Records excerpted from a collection
----------
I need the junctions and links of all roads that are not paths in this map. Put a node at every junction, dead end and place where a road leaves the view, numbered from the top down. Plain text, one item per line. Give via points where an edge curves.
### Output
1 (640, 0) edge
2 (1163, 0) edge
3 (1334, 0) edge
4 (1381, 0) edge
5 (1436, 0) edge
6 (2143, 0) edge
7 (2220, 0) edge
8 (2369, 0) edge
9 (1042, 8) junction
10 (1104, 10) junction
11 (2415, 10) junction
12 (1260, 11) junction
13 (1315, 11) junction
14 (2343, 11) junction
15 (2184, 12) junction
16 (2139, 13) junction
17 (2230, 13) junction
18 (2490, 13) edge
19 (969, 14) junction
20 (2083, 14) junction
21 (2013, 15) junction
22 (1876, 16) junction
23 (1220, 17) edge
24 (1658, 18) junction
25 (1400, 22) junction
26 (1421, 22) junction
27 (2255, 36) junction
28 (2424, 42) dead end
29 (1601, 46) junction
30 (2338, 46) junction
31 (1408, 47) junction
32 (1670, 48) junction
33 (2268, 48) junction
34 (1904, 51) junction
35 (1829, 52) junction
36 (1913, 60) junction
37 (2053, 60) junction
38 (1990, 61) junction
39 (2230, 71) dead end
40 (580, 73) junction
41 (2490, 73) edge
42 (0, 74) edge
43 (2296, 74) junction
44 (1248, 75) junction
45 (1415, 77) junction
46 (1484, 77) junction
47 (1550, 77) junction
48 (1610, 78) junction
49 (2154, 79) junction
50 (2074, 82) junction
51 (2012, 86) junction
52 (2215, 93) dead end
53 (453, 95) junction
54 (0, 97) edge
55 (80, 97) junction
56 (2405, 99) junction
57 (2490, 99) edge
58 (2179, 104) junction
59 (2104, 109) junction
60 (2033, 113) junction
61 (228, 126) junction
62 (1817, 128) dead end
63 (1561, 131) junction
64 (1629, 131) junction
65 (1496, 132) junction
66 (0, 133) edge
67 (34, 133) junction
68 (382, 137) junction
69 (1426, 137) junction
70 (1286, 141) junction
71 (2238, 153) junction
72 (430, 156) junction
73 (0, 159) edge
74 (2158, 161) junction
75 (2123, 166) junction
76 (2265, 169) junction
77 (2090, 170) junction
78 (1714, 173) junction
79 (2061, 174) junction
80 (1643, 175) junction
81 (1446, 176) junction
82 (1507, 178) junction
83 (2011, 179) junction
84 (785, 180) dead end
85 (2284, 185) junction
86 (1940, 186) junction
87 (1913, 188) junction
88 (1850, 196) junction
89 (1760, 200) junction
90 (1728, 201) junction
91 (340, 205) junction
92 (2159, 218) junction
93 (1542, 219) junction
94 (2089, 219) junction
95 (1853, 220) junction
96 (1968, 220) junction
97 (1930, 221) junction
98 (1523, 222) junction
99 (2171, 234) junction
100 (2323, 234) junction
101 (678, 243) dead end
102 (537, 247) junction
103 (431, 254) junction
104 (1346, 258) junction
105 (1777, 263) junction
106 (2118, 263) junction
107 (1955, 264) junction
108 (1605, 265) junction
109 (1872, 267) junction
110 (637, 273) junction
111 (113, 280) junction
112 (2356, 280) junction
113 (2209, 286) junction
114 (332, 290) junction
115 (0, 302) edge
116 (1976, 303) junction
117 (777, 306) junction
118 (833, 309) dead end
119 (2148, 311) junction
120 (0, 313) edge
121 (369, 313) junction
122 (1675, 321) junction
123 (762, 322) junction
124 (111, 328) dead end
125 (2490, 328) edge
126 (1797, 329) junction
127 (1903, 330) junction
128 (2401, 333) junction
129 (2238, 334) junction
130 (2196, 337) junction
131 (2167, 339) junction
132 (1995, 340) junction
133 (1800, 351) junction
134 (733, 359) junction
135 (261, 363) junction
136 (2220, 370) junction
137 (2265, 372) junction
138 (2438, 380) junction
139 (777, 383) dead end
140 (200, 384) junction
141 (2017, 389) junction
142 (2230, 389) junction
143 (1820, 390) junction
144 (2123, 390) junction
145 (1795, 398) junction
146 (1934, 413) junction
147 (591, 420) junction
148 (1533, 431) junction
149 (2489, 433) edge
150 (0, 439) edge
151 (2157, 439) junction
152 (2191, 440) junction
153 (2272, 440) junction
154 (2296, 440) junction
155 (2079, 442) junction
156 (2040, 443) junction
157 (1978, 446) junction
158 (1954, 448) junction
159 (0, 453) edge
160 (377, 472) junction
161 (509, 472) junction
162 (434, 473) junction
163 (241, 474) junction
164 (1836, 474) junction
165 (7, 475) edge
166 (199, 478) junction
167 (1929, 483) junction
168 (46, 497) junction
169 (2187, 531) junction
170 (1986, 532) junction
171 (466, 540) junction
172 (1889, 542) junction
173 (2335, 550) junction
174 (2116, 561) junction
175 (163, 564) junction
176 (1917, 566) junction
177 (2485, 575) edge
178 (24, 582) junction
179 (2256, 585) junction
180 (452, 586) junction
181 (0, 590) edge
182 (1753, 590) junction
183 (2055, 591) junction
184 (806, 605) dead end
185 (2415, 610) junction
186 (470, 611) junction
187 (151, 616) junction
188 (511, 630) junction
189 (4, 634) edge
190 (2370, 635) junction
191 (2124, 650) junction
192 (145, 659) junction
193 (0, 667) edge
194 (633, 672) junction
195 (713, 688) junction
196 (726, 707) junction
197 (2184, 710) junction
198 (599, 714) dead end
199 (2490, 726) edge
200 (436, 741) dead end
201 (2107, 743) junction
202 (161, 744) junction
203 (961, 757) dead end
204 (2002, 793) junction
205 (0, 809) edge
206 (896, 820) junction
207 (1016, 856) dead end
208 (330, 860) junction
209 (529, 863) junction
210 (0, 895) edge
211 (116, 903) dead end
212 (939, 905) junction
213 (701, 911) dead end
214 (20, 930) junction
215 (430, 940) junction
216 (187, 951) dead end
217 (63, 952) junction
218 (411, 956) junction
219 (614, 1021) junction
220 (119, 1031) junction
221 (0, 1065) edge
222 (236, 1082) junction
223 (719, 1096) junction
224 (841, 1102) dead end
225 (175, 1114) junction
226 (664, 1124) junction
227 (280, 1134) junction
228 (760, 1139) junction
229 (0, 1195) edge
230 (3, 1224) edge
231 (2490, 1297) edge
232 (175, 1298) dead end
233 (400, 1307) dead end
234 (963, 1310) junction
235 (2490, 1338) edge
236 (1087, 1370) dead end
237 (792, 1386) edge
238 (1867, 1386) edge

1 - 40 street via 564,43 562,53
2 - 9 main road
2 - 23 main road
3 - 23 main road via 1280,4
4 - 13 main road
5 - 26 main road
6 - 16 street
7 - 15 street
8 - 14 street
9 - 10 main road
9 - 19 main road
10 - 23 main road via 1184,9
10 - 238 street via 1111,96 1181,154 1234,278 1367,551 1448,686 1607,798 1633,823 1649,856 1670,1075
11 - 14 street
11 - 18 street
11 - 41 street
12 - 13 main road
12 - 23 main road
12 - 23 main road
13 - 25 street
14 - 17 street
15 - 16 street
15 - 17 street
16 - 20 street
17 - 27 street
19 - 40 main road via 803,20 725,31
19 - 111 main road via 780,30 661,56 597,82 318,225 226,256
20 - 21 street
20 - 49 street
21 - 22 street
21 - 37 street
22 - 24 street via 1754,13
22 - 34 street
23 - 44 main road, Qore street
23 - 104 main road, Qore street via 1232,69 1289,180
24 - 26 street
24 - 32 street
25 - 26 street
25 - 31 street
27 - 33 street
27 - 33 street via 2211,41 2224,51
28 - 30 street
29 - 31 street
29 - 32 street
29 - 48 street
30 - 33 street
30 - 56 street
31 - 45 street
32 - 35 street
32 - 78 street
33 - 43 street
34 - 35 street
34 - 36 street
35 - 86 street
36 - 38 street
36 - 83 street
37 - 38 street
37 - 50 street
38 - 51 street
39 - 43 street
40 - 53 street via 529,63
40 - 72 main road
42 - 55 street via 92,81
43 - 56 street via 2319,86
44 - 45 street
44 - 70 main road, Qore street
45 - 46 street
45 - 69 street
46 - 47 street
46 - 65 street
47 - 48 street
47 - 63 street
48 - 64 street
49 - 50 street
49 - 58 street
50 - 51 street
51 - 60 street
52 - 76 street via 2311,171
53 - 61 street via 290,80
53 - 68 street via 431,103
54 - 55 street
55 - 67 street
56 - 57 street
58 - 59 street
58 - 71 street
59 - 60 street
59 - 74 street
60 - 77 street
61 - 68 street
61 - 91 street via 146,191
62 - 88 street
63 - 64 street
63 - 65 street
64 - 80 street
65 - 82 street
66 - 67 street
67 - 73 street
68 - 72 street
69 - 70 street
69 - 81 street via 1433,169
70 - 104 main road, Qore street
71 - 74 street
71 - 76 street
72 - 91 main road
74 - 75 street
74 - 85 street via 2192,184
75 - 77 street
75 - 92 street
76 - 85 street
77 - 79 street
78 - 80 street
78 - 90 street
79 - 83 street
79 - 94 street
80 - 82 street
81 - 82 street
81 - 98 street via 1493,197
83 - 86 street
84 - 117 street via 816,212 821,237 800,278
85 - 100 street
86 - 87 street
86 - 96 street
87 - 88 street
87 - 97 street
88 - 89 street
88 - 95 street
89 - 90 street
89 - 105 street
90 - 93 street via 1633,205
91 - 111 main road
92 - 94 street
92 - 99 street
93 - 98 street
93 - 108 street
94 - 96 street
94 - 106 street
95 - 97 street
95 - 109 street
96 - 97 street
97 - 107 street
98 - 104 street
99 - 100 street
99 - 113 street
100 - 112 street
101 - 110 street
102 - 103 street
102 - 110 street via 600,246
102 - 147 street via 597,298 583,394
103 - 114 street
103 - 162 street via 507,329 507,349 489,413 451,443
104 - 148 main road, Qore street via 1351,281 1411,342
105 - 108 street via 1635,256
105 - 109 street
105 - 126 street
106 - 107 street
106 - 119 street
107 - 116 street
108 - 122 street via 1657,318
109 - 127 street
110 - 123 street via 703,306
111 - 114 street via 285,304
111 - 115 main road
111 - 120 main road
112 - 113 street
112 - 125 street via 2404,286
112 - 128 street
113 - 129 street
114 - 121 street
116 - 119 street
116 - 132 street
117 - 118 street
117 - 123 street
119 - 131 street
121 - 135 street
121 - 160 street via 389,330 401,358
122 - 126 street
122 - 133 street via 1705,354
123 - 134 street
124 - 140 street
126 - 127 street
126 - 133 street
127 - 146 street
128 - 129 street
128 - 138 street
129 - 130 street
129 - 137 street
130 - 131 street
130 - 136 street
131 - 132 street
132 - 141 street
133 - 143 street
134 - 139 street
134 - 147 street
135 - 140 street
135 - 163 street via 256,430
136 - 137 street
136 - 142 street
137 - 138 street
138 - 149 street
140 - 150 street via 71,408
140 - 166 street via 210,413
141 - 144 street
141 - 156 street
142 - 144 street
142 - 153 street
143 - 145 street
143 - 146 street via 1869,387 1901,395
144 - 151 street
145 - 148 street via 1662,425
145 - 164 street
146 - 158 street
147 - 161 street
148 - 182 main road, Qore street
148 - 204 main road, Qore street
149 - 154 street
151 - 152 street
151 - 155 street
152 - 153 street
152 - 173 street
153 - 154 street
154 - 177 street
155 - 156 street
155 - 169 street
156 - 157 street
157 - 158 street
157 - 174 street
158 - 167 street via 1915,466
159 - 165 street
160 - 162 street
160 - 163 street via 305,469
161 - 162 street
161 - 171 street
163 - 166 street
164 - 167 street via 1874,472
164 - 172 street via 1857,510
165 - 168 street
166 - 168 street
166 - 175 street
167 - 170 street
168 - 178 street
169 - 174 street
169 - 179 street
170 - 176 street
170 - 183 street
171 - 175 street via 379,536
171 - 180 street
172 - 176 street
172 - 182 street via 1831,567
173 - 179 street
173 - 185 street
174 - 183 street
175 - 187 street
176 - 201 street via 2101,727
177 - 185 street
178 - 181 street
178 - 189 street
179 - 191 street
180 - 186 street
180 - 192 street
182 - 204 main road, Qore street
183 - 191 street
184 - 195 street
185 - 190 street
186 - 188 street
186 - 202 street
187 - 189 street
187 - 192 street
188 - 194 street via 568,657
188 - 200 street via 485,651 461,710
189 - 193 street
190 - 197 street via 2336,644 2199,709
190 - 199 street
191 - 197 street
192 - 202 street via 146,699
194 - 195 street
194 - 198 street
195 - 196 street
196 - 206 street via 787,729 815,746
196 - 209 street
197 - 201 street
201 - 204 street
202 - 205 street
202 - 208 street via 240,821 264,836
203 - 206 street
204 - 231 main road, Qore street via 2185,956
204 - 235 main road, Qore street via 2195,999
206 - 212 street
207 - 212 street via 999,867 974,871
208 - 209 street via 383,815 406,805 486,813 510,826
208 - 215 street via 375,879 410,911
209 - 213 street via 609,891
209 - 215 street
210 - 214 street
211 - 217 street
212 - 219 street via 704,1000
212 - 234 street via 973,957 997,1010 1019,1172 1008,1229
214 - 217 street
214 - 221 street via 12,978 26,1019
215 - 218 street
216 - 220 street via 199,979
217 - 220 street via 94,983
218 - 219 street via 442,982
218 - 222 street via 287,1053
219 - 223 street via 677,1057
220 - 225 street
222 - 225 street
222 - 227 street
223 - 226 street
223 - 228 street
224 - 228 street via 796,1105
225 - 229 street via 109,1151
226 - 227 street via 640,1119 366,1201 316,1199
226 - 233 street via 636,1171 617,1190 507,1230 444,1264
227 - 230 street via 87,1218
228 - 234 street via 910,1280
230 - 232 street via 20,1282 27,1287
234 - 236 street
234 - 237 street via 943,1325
----------
All lines with the word "Qore" need to be copied from the data above.

SOLUTION FOR THIS EXERCISE:
23 - 44 main road, Qore street
23 - 104 main road, Qore street via 1232,69 1289,180
44 - 70 main road, Qore street
70 - 104 main road, Qore street
104 - 148 main road, Qore street via 1351,281 1411,342
148 - 182 main road, Qore street
148 - 204 main road, Qore street
182 - 204 main road, Qore street
204 - 231 main road, Qore street via 2185,956
204 - 235 main road, Qore street via 2195,999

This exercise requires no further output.